When and where can students and members of the public express their free-speech rights at public universities? These First Amendment rights are limited and differ greatly based on policies set by colleges and state lawmakers.
News reports about free speech restrictions at schools and a desire of some public universities to keep their “free-speech zones” have led to a lot of debate, and a few lawsuits, in recent years. In March 2017, Kevin Shaw (left), a student at Pierce College in California, sued the public community college when he was prevented from handing out Spanish-language copies of the Constitution by an administrator. Shaw was not in a college-designated free-speech zone at the time and didn’t have a school-endorsed permit to solicit literature.
Pierce College’s policies stated that it considered the campus a “non-public forum” except for areas designated as “free speech areas” with a normal flow of student traffic, Shaw's attorneys said in a lawsuit filed in federal court.
The Foundation for Individual Rights in Education (or FIRE), a Philadelphia-based First Amendment advocacy group, is representing Shaw along with a law firm. FIRE said the free-speech area represented 616 square feet on a 426 acre campus, and claimed the Pierce College free-speech policy was clearly unconstitutional.
FIRE has won in court in similar cases. In 2014, it represented a student at Citrus College in California who won a $110,000 settlement after school officials wouldn’t let him solicit a petition protesting government surveillance because he was outside of a free-speech zone. Back in March, when USA Today covered Shaw's suit, FIRE told the newspaper that 10 percent of the 450 colleges and universities it tracks have free-speech zones
While Shaw’s case involves a student claiming a free-speech violation, not only students have free-speech rights on public university property. Outside groups with strong, controversial messages such as the Westboro Baptist Church, have appeared on college campuses. (Guests who also speak about provocative topics, if invited on campus by a school or through a facility rental program, have similar rights.)
The subject of free-speech zones on campus remains a sore point. The zones started during the Vietnam War era, when universities needed a way to safely contain anti-war protests. Some states and public universities are either eliminating free-speech zones or scaling back their use. North Carolina, Tennessee and Arizona recently passed laws that protect the rights of speakers of all viewpoints and restrict the use of free-speech zones. But some of these laws include sanctions against people who interrupt the First Amendment rights of speakers on campus.
Thomas Harnisch, director of state relations and policy analysis at the American Association of State Colleges and Universities, told USA Today in July that there are concerns about the laws being politically motivated and infringing on the traditional rights of schools to ensure a safe environment. “These bills are not uniform, and they range from being relatively benign to redundant while others are very prescriptive and micromanage campuses. Some of these bills could be dangerous in the sense that they could tie the hands of campuses in their efforts to protect the physical safety of those on campus,” he said.

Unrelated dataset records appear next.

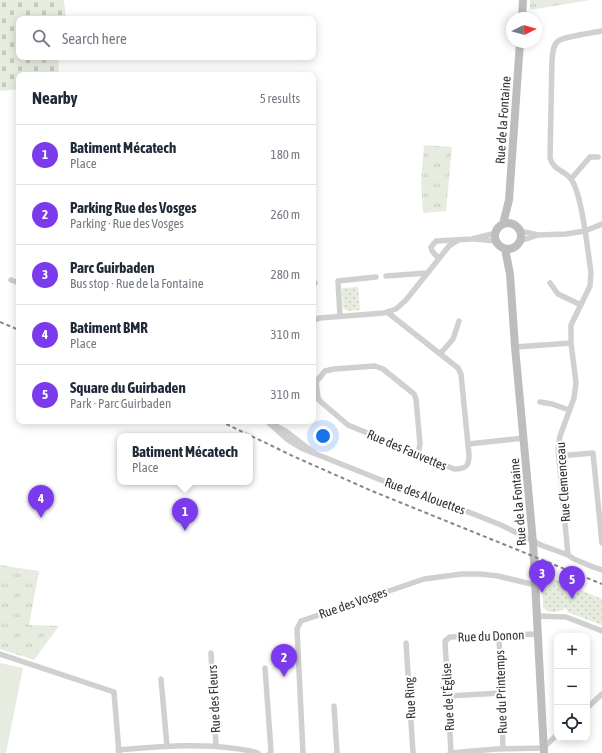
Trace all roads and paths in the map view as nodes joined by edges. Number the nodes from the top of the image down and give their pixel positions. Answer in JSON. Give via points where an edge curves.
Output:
{"nodes":[{"id":1,"x":523,"y":0,"type":"edge"},
{"id":2,"x":522,"y":12,"type":"edge"},
{"id":3,"x":602,"y":31,"type":"edge"},
{"id":4,"x":520,"y":48,"type":"edge"},
{"id":5,"x":598,"y":157,"type":"dead end"},
{"id":6,"x":571,"y":179,"type":"junction"},
{"id":7,"x":509,"y":200,"type":"junction"},
{"id":8,"x":503,"y":224,"type":"junction"},
{"id":9,"x":513,"y":224,"type":"junction"},
{"id":10,"x":602,"y":224,"type":"edge"},
{"id":11,"x":520,"y":231,"type":"junction"},
{"id":12,"x":585,"y":231,"type":"junction"},
{"id":13,"x":538,"y":235,"type":"junction"},
{"id":14,"x":496,"y":237,"type":"junction"},
{"id":15,"x":456,"y":241,"type":"junction"},
{"id":16,"x":520,"y":241,"type":"junction"},
{"id":17,"x":510,"y":248,"type":"junction"},
{"id":18,"x":439,"y":259,"type":"junction"},
{"id":19,"x":427,"y":273,"type":"junction"},
{"id":20,"x":386,"y":276,"type":"dead end"},
{"id":21,"x":376,"y":277,"type":"dead end"},
{"id":22,"x":550,"y":282,"type":"dead end"},
{"id":23,"x":581,"y":305,"type":"junction"},
{"id":24,"x":387,"y":312,"type":"junction"},
{"id":25,"x":340,"y":316,"type":"junction"},
{"id":26,"x":316,"y":319,"type":"edge"},
{"id":27,"x":459,"y":321,"type":"dead end"},
{"id":28,"x":571,"y":343,"type":"junction"},
{"id":29,"x":516,"y":348,"type":"junction"},
{"id":30,"x":440,"y":354,"type":"junction"},
{"id":31,"x":316,"y":399,"type":"edge"},
{"id":32,"x":540,"y":402,"type":"dead end"},
{"id":33,"x":569,"y":410,"type":"junction"},
{"id":34,"x":272,"y":424,"type":"edge"},
{"id":35,"x":524,"y":438,"type":"junction"},
{"id":36,"x":468,"y":444,"type":"junction"},
{"id":37,"x":418,"y":454,"type":"junction"},
{"id":38,"x":559,"y":456,"type":"junction"},
{"id":39,"x":533,"y":542,"type":"junction"},
{"id":40,"x":602,"y":543,"type":"edge"},
{"id":41,"x":568,"y":556,"type":"junction"},
{"id":42,"x":602,"y":570,"type":"edge"},
{"id":43,"x":535,"y":585,"type":"junction"},
{"id":44,"x":537,"y":616,"type":"junction"},
{"id":45,"x":602,"y":631,"type":"edge"},
{"id":46,"x":538,"y":634,"type":"junction"},
{"id":47,"x":499,"y":636,"type":"junction"},
{"id":48,"x":445,"y":641,"type":"joint"},
{"id":49,"x":406,"y":643,"type":"dead end"},
{"id":50,"x":211,"y":653,"type":"dead end"},
{"id":51,"x":0,"y":654,"type":"edge"},
{"id":52,"x":265,"y":668,"type":"dead end"},
{"id":53,"x":161,"y":679,"type":"dead end"},
{"id":54,"x":501,"y":693,"type":"junction"},
{"id":55,"x":602,"y":694,"type":"edge"},
{"id":56,"x":448,"y":696,"type":"junction"},
{"id":57,"x":590,"y":705,"type":"edge"},
{"id":58,"x":334,"y":706,"type":"dead end"},
{"id":59,"x":554,"y":738,"type":"edge"},
{"id":60,"x":166,"y":746,"type":"junction"},
{"id":61,"x":216,"y":746,"type":"junction"},
{"id":62,"x":504,"y":749,"type":"junction"},
{"id":63,"x":544,"y":749,"type":"edge"},
{"id":64,"x":119,"y":751,"type":"edge"},
{"id":65,"x":258,"y":753,"type":"edge"},
{"id":66,"x":270,"y":753,"type":"edge"},
{"id":67,"x":304,"y":753,"type":"edge"},
{"id":68,"x":337,"y":753,"type":"edge"},
{"id":69,"x":413,"y":753,"type":"edge"},
{"id":70,"x":450,"y":753,"type":"edge"}],
"edges":[{"from":1,"to":2,"type":"street"},
{"from":3,"to":6,"type":"street","via":[[564,38],[558,41],[554,48],[550,158],[552,166]]},
{"from":4,"to":7,"type":"street","name":"Rue de la Fontaine"},
{"from":5,"to":6,"type":"street","via":[[590,157]]},
{"from":6,"to":12,"type":"street","name":"Rue Clemenceau","via":[[577,192]]},
{"from":7,"to":8,"type":"street","name":"Rue de la Fontaine"},
{"from":7,"to":9,"type":"street","name":"Rue de la Fontaine"},
{"from":8,"to":9,"type":"street"},
{"from":8,"to":14,"type":"street","via":[[498,228]]},
{"from":9,"to":11,"type":"street"},
{"from":10,"to":12,"type":"street"},
{"from":11,"to":13,"type":"street"},
{"from":11,"to":16,"type":"street"},
{"from":12,"to":13,"type":"street"},
{"from":12,"to":23,"type":"street","name":"Rue Clemenceau","via":[[591,273],[590,286]]},
{"from":13,"to":16,"type":"street"},
{"from":14,"to":15,"type":"street"},
{"from":14,"to":17,"type":"street","via":[[500,246]]},
{"from":15,"to":18,"type":"street"},
{"from":15,"to":18,"type":"street","via":[[433,243],[432,251]]},
{"from":16,"to":17,"type":"street"},
{"from":17,"to":29,"type":"street","name":"Rue de la Fontaine"},
{"from":18,"to":19,"type":"street"},
{"from":19,"to":20,"type":"street"},
{"from":19,"to":24,"type":"street","via":[[406,300],[396,309]]},
{"from":21,"to":25,"type":"street","via":[[338,281]]},
{"from":22,"to":23,"type":"street","via":[[558,294]]},
{"from":23,"to":28,"type":"street","name":"Rue Clemenceau","via":[[571,324]]},
{"from":24,"to":25,"type":"street"},
{"from":24,"to":30,"type":"street","name":"Rue des Fauvettes"},
{"from":25,"to":26,"type":"street"},
{"from":27,"to":30,"type":"street","via":[[453,339]]},
{"from":28,"to":29,"type":"street"},
{"from":28,"to":33,"type":"street","name":"Rue Clemenceau","via":[[576,383]]},
{"from":29,"to":35,"type":"street","name":"Rue de la Fontaine"},
{"from":30,"to":36,"type":"street","name":"Rue des Fauvettes","via":[[458,368],[461,374]]},
{"from":31,"to":37,"type":"street","name":"Rue des Fauvettes","via":[[348,425]]},
{"from":31,"to":37,"type":"street","via":[[316,382],[325,371],[375,366],[383,368],[414,394],[420,444]]},
{"from":32,"to":33,"type":"street"},
{"from":33,"to":38,"type":"street","name":"Rue Clemenceau","via":[[560,436]]},
{"from":34,"to":39,"type":"street","name":"Rue des Alouettes","via":[[283,429],[315,453],[431,500],[446,503],[494,522]]},
{"from":35,"to":36,"type":"street"},
{"from":35,"to":39,"type":"street","name":"Rue de la Fontaine"},
{"from":36,"to":37,"type":"street","name":"Rue des Fauvettes","via":[[469,463],[461,469],[454,469]]},
{"from":38,"to":40,"type":"street","via":[[593,453]]},
{"from":38,"to":41,"type":"street","name":"Rue Clemenceau"},
{"from":39,"to":41,"type":"street","name":"Rue des Alouettes"},
{"from":39,"to":43,"type":"street","name":"Rue de la Fontaine"},
{"from":41,"to":42,"type":"street","name":"Rue des Alouettes"},
{"from":43,"to":44,"type":"street","name":"Rue de la Fontaine"},
{"from":43,"to":67,"type":"street","name":"Rue des Vosges","via":[[480,574],[424,579],[301,621],[297,629]]},
{"from":44,"to":45,"type":"street","via":[[566,617]]},
{"from":44,"to":46,"type":"street","name":"Rue de la Fontaine"},
{"from":46,"to":47,"type":"street","name":"Rue du Donon"},
{"from":46,"to":63,"type":"street","name":"Rue de la Fontaine"},
{"from":47,"to":48,"type":"street","name":"Rue du Donon","via":[[450,637]]},
{"from":47,"to":54,"type":"street","name":"Rue du Printemps"},
{"from":48,"to":56,"type":"street","name":"Rue de l'Église"},
{"from":49,"to":69,"type":"street","name":"Rue Ring"},
{"from":50,"to":61,"type":"street","name":"Rue des Fleurs"},
{"from":51,"to":64,"type":"street","via":[[114,692]]},
{"from":52,"to":66,"type":"street"},
{"from":53,"to":60,"type":"street"},
{"from":54,"to":56,"type":"street"},
{"from":54,"to":62,"type":"street","name":"Rue du Printemps"},
{"from":55,"to":57,"type":"street"},
{"from":56,"to":70,"type":"street","name":"Rue de l'Église"},
{"from":58,"to":68,"type":"street"},
{"from":59,"to":63,"type":"street"},
{"from":60,"to":61,"type":"street"},
{"from":60,"to":64,"type":"street"},
{"from":61,"to":65,"type":"street"},
{"from":62,"to":63,"type":"street"},
{"from":62,"to":70,"type":"street"}]}
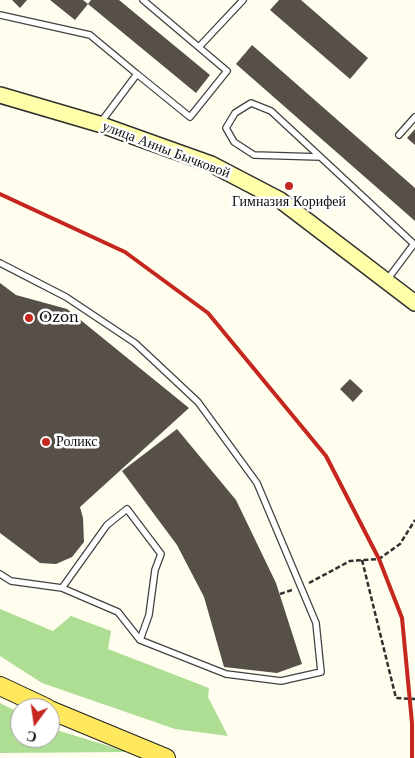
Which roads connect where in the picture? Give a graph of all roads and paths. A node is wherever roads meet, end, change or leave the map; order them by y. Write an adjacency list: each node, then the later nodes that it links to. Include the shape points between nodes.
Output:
1 (143, 0): 4 (lane)
2 (243, 0): 4 (lane)
3 (0, 15): 5 (lane, via 90,35)
4 (199, 47): 5 (lane, via 227,71 190,117)
5 (137, 74): 8 (lane)
6 (0, 96): 8 (street, улица Анны Бычковой)
7 (415, 116): 9 (lane)
8 (99, 124): 12 (street, улица Анны Бычковой, via 211,164 255,186 302,215)
9 (399, 135)
10 (320, 157): 10 (lane, via 271,111 251,103 235,113 226,128 234,142 254,155); 12 (lane, via 414,244)
11 (0, 263): 17 (lane, via 66,297 135,343 198,402 257,483)
12 (387, 280): 13 (street, улица Анны Бычковой)
13 (415, 303)
14 (415, 520): 15 (path, via 400,544 379,559)
15 (362, 560): 17 (path, via 350,561); 23 (path, via 396,698)
16 (0, 574): 18 (lane, via 11,582)
17 (301, 586): 19 (path); 20 (lane, via 316,622 321,672 281,681 226,674)
18 (62, 588): 20 (lane, via 118,612); 20 (lane, via 107,525 128,509 161,554 155,570 149,615)
19 (280, 594)
20 (140, 640)
21 (0, 686): 22 (main road)
22 (25, 698)
23 (415, 699)
24 (60, 714): 25 (main road)
25 (166, 758)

And the issue came up in Congress in June at a Senate Judiciary Committee hearing on the First Amendment at college campuses.
Eugene Volokh, a UCLA law professor, told the committee that the interchange between First Amendment speakers on campus was important. “The First Amendment doesn’t require public universities to protect speakers from being shouted down or even attacked. It does bar public universities from protecting some speakers based on viewpoint but denying such protection to others; but when a university wants to let hecklers and thugs generally control what is said on campus, that is not itself a First Amendment violation. Yet it is an abdication of the universities’ responsibility to foster free discussion,” Volokh said.
And Floyd Abrams, the noted First Amendment attorney, told the Senate panel that while such debates can be painful that were useful and had remedies.
“The answer to the suppression of almost any speech, the First Amendment answer, cannot be to limit expression but to discuss it, not to bar offensive speech but to answer it. Or to ignore it. Or to persuade the public to reject it. I know that’s easy to say but it’s got to be the way we respond to speech which we abhor. What is unacceptable is to suppress the speech.”
Scott Bomboy is the editor in chief of the National Constitution Center.